Le rêve de gérer une franchise est souvent présenté comme une leçon magistrale d'entrepreneuriat moderne : être son propre patron, mais avec le filet de sécurité d'une marque mondiale. La réalité, comme le démontre le cas tragique d'Adrian Howe, peut être tout autre. Plutôt qu'un partenariat entre égaux, l'accord de franchise moderne ressemble fréquemment à une dynamique maître-serviteur, conçue pour siphonner les profits vers le haut tout en reportant le risque financier sur l'individu.

Howe, ancien gérant chez Vodafone, a été retrouvé noyé en août 2018, quelques jours avant l'ouverture prévue de sa nouvelle franchise à Irvine. Sa famille affirme que la pression fatale provenait d'une demande de l'opérateur de télécommunications qu'il reprenne un deuxième magasin, historiquement non rentable, à Kilmarnock. Le piège résidait dans la garantie personnelle incluse dans le contrat. Si le site de Kilmarnock échouait, la maison familiale de Howe serait confisquée. Peu avant sa mort, il aurait dit à son fils que l'entreprise l'avait complètement piégé. Une autopsie a noté le stress lié à la nouvelle entreprise, parallèlement à un épisode de dépression antérieur, avant de conclure que la mort était compatible avec la noyade.

Aujourd'hui, sa fille Kirsty-Anne Holmes fait pression sur le ministère des Affaires et du Commerce pour introduire la loi d'Adrian. La législation proposée créerait un organisme de tutelle pour superviser les contrats de franchise et réglementer l'utilisation des garanties personnelles. Le Royaume-Uni manque actuellement de protection statutaire spécifique pour les franchisés, les laissant exposés à toutes les conditions qu'un service juridique d'entreprise décide de rédiger. La question a attiré l'attention de l'ancien Premier ministre Keir Starmer plus tôt cette année, mais la famille lutte maintenant contre l'amnésie politique qui accompagne souvent les changements de gouvernement.

La campagne pour la surveillance réglementaire coïncide avec la clôture discrète par Vodafone d'un chapitre coûteux de son histoire de franchise. L'entreprise a récemment conclu un accord confidentiel avec 62 anciens franchisés, représentant près de quarante pour cent de ses opérateurs totaux. Les plaignants avaient poursuivi l'entreprise pour un montant allant jusqu'à 85 millions de livres sterling, alléguant un enrichissement sans cause. Naturellement, l'accord a été conclu « sans aucune admission de responsabilité », la formulation corporative standard pour payer une somme substantielle afin de faire disparaître un problème juridique.

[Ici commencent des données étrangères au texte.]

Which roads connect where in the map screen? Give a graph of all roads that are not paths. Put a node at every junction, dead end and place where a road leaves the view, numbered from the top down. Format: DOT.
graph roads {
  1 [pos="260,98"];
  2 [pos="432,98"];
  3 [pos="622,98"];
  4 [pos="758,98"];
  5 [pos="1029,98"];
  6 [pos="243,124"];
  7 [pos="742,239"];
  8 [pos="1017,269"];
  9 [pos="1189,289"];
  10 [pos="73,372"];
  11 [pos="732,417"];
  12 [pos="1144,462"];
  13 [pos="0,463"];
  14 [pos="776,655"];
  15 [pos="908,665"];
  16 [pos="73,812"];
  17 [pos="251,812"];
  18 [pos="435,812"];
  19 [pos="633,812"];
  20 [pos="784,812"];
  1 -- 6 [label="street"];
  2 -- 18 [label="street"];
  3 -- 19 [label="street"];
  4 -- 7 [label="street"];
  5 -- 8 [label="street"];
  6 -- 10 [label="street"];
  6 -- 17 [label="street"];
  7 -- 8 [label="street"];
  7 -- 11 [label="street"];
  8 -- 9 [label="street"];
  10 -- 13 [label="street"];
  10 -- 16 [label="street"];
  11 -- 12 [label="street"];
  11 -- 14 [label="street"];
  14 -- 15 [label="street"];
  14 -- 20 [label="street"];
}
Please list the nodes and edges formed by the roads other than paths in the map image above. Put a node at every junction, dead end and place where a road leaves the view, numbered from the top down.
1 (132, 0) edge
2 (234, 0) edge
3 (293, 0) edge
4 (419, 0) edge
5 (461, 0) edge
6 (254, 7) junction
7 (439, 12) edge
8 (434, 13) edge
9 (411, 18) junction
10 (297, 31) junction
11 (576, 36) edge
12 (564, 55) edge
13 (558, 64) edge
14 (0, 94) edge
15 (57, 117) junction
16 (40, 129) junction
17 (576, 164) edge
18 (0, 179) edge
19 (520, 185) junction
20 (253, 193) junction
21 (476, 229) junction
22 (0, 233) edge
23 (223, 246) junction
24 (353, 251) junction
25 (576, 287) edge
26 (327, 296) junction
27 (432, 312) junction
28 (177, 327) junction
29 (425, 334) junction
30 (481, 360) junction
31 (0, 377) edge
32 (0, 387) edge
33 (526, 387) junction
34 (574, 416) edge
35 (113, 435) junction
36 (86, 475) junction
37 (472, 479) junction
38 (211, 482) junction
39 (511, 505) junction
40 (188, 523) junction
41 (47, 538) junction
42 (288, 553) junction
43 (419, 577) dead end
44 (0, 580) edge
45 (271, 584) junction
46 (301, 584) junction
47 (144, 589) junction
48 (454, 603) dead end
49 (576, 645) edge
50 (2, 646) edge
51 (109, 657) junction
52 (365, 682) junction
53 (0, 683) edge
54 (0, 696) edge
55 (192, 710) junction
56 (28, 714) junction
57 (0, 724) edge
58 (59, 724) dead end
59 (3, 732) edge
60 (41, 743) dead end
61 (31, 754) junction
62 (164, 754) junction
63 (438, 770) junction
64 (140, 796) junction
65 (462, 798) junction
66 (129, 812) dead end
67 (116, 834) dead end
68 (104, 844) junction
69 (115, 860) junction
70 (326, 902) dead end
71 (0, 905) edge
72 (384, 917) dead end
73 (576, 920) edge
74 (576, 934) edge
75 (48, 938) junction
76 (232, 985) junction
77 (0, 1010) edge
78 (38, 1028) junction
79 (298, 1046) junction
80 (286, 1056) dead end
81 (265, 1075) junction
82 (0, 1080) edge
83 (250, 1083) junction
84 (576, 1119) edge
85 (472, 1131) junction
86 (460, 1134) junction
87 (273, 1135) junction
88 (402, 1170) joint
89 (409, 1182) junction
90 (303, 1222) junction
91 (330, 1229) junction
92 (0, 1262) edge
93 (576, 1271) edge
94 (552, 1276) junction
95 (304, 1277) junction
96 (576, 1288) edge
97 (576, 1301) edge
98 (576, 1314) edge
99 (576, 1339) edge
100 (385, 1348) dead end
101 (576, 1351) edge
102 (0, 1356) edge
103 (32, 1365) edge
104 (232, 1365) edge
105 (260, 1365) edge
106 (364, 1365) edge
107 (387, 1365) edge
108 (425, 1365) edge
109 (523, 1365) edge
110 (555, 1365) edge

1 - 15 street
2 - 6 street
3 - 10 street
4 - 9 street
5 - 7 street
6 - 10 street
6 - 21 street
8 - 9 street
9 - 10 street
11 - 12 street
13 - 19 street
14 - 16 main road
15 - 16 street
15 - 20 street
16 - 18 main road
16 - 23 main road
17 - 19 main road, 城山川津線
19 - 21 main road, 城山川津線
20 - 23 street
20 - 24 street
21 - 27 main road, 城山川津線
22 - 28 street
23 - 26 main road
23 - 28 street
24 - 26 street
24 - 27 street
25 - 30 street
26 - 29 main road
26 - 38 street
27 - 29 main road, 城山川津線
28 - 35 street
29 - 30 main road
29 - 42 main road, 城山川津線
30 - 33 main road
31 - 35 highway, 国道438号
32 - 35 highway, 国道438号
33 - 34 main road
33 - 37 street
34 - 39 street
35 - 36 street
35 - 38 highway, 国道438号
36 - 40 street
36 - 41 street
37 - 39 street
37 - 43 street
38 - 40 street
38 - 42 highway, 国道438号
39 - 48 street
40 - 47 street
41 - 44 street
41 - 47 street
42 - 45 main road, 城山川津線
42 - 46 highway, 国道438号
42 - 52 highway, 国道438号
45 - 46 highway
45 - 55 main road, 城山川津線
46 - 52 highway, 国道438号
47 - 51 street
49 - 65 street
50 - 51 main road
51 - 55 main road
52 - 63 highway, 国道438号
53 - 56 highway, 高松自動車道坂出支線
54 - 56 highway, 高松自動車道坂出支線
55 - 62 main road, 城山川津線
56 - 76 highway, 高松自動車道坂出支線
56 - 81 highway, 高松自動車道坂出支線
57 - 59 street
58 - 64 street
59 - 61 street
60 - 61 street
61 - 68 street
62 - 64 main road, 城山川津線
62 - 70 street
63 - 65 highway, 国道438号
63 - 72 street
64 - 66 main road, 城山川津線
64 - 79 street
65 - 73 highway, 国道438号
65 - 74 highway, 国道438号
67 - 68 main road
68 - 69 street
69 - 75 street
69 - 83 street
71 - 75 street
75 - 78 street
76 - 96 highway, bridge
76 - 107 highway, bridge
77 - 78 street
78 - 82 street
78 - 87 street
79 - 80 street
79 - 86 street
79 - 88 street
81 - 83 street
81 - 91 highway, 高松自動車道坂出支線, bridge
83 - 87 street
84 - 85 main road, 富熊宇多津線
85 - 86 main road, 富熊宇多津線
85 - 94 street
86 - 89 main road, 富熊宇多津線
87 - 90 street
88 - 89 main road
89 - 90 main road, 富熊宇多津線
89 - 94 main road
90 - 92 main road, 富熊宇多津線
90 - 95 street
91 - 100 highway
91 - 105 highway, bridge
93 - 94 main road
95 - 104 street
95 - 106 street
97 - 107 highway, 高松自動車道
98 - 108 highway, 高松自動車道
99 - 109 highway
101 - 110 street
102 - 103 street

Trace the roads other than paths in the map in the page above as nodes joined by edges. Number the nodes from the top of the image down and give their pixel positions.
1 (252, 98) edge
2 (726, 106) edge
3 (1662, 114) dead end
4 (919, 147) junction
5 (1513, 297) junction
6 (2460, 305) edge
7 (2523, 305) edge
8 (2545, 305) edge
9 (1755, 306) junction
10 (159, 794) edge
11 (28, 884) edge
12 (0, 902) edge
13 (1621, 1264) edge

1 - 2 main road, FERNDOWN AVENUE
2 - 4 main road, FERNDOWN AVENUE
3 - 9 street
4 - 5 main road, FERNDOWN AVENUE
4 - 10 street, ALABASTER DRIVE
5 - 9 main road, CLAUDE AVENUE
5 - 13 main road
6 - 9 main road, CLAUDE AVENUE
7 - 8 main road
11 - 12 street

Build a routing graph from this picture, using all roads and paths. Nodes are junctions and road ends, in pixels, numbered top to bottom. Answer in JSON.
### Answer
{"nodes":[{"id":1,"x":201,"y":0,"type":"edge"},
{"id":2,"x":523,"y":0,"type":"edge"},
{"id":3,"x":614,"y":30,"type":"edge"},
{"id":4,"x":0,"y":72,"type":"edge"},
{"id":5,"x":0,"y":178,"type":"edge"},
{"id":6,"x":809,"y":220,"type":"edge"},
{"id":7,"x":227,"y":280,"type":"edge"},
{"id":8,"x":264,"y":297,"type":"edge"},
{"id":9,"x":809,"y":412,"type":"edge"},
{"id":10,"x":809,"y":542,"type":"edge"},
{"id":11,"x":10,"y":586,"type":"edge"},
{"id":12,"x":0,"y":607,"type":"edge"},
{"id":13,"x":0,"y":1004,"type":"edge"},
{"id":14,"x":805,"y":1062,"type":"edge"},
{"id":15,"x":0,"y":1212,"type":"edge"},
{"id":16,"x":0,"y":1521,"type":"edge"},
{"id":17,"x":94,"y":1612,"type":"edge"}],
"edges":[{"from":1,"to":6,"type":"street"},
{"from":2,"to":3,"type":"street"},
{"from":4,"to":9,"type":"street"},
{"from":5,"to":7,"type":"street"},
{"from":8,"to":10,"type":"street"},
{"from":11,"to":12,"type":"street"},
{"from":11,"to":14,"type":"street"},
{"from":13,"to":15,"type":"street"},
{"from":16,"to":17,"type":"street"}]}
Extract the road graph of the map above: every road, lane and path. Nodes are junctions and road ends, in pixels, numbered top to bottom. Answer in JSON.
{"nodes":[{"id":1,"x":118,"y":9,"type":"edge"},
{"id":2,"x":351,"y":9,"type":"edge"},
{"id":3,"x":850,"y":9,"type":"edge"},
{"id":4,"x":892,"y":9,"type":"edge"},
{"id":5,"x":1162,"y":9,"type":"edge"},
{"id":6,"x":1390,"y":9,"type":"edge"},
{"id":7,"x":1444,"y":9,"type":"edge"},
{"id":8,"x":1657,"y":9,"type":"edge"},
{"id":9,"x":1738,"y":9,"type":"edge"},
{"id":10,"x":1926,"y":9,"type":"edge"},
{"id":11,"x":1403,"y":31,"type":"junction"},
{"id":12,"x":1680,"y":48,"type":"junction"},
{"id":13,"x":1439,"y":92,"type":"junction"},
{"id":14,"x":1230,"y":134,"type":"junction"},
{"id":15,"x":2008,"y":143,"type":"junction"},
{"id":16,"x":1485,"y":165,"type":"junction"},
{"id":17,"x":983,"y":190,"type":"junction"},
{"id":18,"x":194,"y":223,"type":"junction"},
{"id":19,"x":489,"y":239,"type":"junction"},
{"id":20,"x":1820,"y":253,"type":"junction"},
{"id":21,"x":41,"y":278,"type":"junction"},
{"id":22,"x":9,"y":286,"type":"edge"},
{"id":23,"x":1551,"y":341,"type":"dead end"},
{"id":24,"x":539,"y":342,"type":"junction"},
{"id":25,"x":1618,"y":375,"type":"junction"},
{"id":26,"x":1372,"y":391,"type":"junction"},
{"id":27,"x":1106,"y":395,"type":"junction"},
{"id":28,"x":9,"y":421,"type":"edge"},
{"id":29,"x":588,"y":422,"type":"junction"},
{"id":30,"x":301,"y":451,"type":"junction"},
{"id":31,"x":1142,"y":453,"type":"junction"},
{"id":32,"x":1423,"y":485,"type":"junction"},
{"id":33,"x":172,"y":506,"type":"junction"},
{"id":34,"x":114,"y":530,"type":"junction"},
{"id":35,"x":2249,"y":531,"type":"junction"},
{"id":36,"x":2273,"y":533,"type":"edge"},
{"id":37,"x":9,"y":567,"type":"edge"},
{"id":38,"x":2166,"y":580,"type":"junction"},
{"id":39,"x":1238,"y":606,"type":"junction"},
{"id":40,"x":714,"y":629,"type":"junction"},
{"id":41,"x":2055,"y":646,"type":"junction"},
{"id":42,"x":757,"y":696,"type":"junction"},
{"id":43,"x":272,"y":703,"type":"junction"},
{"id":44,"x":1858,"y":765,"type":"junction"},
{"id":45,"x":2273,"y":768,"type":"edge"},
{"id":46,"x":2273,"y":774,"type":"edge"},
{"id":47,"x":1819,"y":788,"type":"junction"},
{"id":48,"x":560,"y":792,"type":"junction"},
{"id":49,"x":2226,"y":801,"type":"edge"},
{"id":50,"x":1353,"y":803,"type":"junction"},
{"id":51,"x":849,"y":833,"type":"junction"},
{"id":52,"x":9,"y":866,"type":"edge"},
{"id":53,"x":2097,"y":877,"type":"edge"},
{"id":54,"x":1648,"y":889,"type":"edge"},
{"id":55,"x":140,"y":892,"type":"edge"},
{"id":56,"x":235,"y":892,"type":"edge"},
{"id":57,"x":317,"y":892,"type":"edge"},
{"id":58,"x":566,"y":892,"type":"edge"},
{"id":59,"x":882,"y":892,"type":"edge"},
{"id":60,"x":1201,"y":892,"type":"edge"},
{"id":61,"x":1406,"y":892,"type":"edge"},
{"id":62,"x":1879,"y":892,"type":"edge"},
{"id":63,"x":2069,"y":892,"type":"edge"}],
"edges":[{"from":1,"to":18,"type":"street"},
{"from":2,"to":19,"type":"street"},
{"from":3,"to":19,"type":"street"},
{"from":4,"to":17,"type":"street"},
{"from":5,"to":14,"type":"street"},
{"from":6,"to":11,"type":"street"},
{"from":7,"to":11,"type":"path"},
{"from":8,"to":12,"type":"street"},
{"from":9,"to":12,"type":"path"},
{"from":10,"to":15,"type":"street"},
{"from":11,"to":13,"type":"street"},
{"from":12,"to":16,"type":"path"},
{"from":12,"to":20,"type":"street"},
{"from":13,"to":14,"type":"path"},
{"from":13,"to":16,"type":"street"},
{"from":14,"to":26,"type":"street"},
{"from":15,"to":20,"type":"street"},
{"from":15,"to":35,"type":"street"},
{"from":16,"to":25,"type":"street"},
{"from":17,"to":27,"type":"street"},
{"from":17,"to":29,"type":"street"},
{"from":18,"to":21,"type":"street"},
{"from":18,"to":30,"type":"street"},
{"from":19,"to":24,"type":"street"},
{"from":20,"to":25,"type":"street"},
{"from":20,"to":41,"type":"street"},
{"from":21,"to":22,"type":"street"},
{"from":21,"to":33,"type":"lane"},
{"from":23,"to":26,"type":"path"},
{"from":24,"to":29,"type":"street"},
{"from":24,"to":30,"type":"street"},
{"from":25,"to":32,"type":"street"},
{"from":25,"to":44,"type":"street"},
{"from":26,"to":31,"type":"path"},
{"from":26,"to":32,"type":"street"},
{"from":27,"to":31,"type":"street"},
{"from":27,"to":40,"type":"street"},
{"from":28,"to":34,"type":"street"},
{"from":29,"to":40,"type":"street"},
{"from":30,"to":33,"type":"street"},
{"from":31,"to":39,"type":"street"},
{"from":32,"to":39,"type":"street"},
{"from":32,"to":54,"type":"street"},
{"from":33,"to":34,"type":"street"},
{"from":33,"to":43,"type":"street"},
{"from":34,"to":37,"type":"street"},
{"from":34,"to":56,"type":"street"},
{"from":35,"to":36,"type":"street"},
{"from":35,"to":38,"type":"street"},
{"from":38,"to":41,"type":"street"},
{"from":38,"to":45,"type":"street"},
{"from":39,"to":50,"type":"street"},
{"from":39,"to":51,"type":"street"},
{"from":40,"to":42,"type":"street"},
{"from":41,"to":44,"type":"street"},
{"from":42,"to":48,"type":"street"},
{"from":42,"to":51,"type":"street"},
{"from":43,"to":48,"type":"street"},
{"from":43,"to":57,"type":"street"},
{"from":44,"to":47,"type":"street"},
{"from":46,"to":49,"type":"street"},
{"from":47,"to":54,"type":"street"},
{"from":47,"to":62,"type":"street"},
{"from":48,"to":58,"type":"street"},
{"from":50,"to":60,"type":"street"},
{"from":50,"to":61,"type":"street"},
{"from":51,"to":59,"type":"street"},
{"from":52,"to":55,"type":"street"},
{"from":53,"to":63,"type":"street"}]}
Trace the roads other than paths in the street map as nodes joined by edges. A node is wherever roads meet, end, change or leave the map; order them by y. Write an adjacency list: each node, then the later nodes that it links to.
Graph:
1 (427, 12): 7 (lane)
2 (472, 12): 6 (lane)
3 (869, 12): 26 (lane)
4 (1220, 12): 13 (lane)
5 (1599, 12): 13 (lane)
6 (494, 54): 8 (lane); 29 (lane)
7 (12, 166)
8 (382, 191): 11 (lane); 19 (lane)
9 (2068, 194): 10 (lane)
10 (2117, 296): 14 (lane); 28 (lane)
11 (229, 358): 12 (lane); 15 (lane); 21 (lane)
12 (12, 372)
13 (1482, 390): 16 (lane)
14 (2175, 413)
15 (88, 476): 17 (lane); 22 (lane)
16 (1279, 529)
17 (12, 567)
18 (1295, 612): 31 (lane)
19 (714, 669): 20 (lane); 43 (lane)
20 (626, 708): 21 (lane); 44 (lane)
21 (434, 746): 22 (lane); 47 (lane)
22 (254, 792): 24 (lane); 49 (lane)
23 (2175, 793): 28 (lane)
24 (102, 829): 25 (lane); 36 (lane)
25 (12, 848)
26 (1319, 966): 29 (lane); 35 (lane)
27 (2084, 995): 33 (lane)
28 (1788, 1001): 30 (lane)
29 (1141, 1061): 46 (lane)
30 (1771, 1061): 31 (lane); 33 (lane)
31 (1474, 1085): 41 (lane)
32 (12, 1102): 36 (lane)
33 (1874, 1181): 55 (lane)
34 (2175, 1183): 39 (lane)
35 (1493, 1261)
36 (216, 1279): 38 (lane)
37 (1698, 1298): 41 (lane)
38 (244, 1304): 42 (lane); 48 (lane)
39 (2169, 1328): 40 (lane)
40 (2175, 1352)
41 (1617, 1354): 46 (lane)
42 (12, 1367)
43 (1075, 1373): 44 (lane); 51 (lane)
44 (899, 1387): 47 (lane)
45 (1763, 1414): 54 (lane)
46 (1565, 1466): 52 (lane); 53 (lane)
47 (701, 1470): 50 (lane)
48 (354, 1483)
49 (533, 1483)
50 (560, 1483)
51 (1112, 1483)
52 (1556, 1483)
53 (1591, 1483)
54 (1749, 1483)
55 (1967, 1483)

Vodafone maintient une position de déni poli. Un porte-parole avait précédemment publié une déclaration officielle soigneusement calibrée : « Bien que nous soyons désolés si des partenaires ont eu une expérience difficile, nous rejetons toute suggestion selon laquelle nos franchisés auraient été soumis à une pression excessive. Nous continuons à gérer une opération de franchise réussie, et beaucoup de nos franchisés actuels ont développé leur activité avec nous en reprenant des magasins supplémentaires. Nous encourageons chacun à soulever les problèmes, et nous chercherons toujours à les résoudre. »

Malgré les assurances de l'entreprise, la faille structurelle reste flagrante. La libre entreprise repose sur des individus prenant des risques calculés en échange d'une récompense potentielle. Cependant, lorsqu'une multinationale peut exiger des biens personnels comme garantie pour ses propres points de vente en difficulté, le marché cesse d'être libre. Il devient un mécanisme très efficace pour externaliser la responsabilité d'entreprise à ceux qui sont le moins équipés pour la supporter.